State Department preparing for clash of civilizations with China

By Joel Gehrke        April 30, 2019 12:00 AM

Secretary of State Mike Pompeo’s team is developing a strategy for China based on the idea of “a fight with a really different civilization” for the first time in American history.

“This is a fight with a really different civilization and a different ideology and the United States hasn’t had that before,” Kiron Skinner, the director of policy planning at the State Department, said Monday evening at a security forum in Washington, D.C.

Skinner is leading an effort to develop a concept of U.S.-China relations on the scale of what she called “Letter X” — the unsigned essay by George Kennan, who assessed “the sources of Soviet conduct” in 1947 and outlined the containment strategy that guided American strategists for the rest of the Cold War. China poses a unique challenge, she said, because the regime in Beijing isn’t a child of Western philosophy and history.

“The Soviet Union and that competition, in a way it was a fight within the Western family,” Skinner said, noting Karl Marx’s indebtedness to Western political ideas. “It’s the first time that we will have a great power competitor that is not Caucasian.”

Skinner credited retired Army Gen. H.R. McMaster, who served as White House national security adviser from March 2017 to March 2018, with recognizing the need for a National Security Strategy organized around the return of great power competition with Russia and China. But those two rivals are not equivalent, she said, identifying Russia as a mere “global survivor” that pales in comparison to China.

“We see it as a more fundamental long-term threat,” Skinner told New America CEO Anne Marie Slaughter. “In China, we have an economic competitor, we have an ideological competitor, one that really does seek a global reach that many of us didn’t expect a couple of decades ago.”

Slaughter, who served as the head of policy planning for the State Department from 2009 to 2011, suggested that Skinner was offering the U.S.-China relationship as the “clash of civilizations” outlined in another landmark essay that discussed how geopolitics would change after the collapse of the Soviet Union. Skinner concurred.

“Some of those tenets, but a little bit different,” she answered. “I think we have to take the rose-colored glasses off and get real about the nature of the threat. And, I think we also have to give a kind of respect for, I think, what the Chinese seek to accomplish.”

Trump has made a trade war with China one of the major undertakings of his administration, in pursuit of a trade deal to rebalance the relationship between the world’s two largest economies. U.S. officials have also rebranded the Asia Pacific region as the Indo-Pacific, partly as a nod to China’s surge in Africa and the potential for India to function as a counter-weight to the Communist power.

But Pompeo has sounded the alarm about China’s influence around the world, warning of security threats in Europe and the Arctic, as well as predatory lending in the Western Hemisphere.

“Trade is not the only problem and maybe not the biggest in the long run with China,” Skinner said. “But we’re now looking more deeply and broadly at China. And, I think State is in the lead in that broader attempt to get something like a Letter X for China, what Kennan wrote. You can’t have a policy without an argument underneath it.”

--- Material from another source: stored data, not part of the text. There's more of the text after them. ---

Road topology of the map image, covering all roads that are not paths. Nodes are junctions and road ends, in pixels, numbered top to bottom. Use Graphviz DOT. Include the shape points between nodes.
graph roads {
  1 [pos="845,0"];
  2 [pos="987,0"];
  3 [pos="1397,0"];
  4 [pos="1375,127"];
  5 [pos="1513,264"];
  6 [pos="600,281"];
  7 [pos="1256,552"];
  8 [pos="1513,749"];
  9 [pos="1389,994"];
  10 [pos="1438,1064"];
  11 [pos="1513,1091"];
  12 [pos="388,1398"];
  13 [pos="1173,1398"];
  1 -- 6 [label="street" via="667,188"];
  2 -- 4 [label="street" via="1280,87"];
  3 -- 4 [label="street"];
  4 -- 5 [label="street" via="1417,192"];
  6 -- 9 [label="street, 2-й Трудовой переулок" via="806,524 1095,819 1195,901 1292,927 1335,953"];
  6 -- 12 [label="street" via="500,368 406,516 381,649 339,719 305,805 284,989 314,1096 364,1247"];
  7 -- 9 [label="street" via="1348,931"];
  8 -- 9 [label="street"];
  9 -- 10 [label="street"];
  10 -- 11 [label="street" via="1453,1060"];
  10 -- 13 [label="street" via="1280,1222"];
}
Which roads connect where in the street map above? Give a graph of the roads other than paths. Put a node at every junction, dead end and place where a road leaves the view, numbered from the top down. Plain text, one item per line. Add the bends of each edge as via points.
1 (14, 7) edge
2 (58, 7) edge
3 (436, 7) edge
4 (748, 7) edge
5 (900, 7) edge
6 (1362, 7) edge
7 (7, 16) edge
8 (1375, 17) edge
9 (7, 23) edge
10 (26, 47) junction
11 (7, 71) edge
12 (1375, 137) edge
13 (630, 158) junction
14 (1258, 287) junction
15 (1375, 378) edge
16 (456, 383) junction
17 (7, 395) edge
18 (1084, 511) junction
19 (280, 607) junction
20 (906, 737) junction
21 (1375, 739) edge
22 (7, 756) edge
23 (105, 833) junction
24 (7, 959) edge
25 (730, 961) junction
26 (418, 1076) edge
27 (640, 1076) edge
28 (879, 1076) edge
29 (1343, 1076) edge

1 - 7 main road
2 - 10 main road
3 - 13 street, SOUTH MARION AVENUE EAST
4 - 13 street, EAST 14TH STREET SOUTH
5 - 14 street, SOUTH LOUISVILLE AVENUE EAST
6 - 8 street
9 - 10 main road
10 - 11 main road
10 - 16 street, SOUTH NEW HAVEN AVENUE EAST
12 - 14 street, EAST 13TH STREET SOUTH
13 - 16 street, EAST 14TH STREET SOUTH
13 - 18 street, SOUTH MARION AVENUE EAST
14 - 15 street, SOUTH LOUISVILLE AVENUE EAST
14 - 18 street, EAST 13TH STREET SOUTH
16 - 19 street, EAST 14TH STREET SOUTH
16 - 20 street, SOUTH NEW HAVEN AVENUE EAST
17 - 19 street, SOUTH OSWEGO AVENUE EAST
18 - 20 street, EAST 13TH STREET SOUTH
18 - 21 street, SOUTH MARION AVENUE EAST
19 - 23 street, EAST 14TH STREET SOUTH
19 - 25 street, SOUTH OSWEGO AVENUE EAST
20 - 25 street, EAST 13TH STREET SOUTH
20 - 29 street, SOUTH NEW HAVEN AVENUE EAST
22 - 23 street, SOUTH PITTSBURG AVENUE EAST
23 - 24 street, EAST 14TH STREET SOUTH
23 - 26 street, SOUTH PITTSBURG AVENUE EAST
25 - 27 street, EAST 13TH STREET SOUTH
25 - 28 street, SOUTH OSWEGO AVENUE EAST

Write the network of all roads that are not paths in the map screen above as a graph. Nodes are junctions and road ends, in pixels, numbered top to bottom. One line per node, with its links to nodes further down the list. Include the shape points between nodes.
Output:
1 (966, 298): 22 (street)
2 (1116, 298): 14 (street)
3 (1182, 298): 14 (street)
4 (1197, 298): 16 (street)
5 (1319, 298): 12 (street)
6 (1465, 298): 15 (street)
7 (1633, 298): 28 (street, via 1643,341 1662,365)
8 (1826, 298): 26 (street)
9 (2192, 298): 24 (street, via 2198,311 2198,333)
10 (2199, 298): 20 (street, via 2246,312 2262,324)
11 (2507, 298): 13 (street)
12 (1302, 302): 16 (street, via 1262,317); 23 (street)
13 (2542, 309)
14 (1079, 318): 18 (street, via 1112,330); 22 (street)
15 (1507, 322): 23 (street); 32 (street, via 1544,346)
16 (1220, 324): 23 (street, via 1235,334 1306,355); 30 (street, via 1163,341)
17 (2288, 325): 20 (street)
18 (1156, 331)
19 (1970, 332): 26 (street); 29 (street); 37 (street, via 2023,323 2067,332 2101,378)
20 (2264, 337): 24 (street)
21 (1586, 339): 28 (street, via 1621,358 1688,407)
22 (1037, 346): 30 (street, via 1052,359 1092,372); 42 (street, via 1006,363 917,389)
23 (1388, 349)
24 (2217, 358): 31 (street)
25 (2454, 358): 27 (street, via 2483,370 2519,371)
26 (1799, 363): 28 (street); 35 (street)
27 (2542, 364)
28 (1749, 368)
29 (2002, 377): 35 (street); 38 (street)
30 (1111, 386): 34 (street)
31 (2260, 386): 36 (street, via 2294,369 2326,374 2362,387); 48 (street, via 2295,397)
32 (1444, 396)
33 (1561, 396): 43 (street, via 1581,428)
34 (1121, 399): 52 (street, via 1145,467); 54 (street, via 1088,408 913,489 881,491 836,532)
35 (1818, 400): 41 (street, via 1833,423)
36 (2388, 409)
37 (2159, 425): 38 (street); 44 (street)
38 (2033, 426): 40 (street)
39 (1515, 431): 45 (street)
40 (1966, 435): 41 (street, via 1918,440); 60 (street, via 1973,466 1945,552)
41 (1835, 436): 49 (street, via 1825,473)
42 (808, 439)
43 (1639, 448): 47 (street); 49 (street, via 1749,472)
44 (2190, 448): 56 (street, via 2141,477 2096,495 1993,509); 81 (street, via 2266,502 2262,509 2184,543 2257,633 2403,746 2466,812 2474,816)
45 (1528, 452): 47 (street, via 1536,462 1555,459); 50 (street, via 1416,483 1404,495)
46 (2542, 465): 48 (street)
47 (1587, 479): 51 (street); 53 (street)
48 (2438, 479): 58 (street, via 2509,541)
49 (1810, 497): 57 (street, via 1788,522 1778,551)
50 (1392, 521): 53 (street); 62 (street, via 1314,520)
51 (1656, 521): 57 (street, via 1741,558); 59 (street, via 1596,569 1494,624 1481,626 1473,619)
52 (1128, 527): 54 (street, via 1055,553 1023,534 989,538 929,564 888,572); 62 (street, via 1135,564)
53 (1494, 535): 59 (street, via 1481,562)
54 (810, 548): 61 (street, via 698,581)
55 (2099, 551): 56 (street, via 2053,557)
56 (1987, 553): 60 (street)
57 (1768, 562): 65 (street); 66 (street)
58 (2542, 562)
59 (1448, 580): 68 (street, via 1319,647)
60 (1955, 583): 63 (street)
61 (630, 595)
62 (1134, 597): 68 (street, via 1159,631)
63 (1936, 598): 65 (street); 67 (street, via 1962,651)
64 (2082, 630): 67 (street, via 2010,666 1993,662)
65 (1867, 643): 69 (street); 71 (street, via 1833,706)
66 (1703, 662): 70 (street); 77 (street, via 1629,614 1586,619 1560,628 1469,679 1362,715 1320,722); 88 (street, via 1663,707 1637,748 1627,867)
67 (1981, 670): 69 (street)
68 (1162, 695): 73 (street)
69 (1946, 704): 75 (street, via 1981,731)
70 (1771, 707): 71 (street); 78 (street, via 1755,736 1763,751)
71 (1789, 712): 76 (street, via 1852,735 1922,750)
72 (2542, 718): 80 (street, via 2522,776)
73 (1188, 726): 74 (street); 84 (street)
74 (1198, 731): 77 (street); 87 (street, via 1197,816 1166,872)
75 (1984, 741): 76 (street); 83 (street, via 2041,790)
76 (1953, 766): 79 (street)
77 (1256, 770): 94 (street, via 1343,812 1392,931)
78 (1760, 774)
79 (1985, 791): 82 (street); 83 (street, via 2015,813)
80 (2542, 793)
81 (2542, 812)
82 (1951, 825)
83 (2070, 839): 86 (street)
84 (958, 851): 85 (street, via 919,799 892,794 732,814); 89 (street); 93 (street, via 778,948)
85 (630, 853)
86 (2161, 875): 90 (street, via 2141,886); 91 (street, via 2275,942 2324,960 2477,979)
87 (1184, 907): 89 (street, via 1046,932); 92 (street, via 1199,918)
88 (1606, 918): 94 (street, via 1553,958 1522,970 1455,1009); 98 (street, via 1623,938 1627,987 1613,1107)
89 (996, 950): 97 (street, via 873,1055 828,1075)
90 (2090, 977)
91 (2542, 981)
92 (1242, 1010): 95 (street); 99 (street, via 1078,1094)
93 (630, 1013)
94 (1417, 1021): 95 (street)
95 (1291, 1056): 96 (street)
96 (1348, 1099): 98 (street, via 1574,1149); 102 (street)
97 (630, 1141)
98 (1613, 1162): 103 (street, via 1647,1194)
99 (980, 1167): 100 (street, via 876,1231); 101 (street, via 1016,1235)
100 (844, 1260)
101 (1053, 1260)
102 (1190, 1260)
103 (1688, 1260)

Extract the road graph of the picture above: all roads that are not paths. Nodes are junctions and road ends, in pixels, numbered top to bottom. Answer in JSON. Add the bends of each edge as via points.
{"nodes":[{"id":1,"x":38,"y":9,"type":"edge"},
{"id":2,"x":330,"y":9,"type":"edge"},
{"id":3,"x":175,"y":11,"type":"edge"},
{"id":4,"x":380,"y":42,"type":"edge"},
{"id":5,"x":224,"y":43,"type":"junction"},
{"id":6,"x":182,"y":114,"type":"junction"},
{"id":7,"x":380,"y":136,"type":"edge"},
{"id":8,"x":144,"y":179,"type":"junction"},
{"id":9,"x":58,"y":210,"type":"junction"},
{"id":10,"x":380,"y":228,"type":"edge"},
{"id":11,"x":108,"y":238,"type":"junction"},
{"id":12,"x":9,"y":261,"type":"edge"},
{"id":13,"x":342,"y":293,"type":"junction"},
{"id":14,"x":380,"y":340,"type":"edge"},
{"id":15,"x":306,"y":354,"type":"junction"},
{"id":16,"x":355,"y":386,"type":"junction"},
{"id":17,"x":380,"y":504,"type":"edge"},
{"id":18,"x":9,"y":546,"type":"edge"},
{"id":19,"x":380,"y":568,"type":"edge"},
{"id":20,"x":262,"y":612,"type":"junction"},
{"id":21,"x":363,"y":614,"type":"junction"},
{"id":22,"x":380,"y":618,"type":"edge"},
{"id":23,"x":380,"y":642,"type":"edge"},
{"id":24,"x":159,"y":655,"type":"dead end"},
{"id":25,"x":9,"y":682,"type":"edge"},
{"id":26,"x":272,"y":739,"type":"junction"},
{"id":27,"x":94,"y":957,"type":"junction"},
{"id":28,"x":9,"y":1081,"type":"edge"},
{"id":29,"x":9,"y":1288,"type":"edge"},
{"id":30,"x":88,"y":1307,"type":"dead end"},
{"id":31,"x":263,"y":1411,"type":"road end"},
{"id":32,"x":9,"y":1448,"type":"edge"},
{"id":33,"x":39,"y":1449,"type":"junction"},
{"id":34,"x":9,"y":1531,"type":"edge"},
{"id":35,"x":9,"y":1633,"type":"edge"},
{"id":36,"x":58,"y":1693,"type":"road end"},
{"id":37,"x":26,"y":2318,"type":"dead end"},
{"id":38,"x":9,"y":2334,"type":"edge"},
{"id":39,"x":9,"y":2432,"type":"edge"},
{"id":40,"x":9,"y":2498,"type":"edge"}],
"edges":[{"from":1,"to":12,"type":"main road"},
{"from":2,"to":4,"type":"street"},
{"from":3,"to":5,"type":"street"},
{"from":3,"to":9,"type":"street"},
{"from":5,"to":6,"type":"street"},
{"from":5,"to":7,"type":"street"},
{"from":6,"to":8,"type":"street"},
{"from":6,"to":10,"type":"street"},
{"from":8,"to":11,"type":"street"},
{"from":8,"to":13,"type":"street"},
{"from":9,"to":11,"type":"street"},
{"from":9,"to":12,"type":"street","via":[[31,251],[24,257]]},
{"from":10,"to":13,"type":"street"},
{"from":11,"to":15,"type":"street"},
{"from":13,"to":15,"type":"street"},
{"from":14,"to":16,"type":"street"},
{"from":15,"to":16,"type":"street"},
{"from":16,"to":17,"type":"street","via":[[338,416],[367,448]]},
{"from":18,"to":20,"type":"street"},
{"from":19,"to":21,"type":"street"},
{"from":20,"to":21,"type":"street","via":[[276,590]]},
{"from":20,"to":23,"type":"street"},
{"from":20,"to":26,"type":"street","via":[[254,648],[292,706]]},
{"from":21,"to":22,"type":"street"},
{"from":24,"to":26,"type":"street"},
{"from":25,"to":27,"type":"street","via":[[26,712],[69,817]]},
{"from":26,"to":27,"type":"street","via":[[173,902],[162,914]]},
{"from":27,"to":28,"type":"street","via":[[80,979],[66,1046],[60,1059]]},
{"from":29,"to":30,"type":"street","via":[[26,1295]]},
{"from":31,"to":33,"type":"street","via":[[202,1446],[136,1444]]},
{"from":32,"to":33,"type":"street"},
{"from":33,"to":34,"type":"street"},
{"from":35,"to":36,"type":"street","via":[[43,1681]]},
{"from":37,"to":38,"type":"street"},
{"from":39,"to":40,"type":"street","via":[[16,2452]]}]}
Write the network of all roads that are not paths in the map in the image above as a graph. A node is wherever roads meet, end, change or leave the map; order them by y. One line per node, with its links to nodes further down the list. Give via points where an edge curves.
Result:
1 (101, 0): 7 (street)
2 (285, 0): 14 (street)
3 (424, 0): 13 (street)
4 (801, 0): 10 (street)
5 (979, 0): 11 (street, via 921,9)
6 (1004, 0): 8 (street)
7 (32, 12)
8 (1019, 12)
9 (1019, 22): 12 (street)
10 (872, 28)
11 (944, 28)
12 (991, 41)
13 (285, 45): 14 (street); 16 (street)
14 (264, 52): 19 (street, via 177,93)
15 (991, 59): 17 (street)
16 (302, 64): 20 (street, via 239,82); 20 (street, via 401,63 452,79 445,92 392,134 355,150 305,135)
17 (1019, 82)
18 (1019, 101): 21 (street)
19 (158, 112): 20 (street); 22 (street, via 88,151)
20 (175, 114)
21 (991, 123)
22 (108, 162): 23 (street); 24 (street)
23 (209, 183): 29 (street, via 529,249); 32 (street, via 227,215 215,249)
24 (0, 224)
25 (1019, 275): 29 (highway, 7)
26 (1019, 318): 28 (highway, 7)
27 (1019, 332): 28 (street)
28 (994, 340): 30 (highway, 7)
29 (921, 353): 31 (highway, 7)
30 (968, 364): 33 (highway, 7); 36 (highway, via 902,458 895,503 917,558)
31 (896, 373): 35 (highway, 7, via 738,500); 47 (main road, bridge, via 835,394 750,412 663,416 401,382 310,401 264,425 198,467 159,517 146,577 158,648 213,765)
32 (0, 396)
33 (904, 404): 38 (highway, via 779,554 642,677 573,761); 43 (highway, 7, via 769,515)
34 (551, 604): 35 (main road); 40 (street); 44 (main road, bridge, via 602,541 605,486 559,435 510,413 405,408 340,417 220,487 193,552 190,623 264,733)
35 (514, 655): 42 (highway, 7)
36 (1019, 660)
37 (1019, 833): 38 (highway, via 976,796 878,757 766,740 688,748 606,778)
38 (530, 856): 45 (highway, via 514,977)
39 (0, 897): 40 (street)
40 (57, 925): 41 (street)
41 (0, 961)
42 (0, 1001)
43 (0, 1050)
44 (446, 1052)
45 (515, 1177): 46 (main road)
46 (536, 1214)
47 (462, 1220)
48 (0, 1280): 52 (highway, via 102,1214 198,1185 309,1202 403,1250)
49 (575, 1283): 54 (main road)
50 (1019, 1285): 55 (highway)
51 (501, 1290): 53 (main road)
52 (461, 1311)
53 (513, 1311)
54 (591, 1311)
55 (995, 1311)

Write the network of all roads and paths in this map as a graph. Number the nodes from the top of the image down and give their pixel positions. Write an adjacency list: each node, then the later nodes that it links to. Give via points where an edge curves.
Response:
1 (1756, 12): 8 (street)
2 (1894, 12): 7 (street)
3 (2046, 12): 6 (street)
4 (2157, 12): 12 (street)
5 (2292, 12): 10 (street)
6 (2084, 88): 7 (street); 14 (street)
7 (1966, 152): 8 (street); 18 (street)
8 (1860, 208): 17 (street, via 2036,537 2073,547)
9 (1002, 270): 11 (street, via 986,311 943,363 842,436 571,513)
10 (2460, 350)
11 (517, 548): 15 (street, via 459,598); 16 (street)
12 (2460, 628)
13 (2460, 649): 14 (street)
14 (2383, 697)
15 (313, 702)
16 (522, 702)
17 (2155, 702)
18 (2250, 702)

Pompeo’s team has rebuked China repeatedly for human rights abuses, especially the hostility to religious beliefs displayed by the regime’s mass detention of Uighur Muslims and the persecution of Christians and other religious minorities. But Skinner suggested that human rights arguments might not be as useful against China as they were against the Soviet Union, which was weakened by a 1975 agreement that allowed Soviet dissidents to cooperate indirectly with Western powers to advocate for “the rights of emigration and religious freedom,” according to the State Department.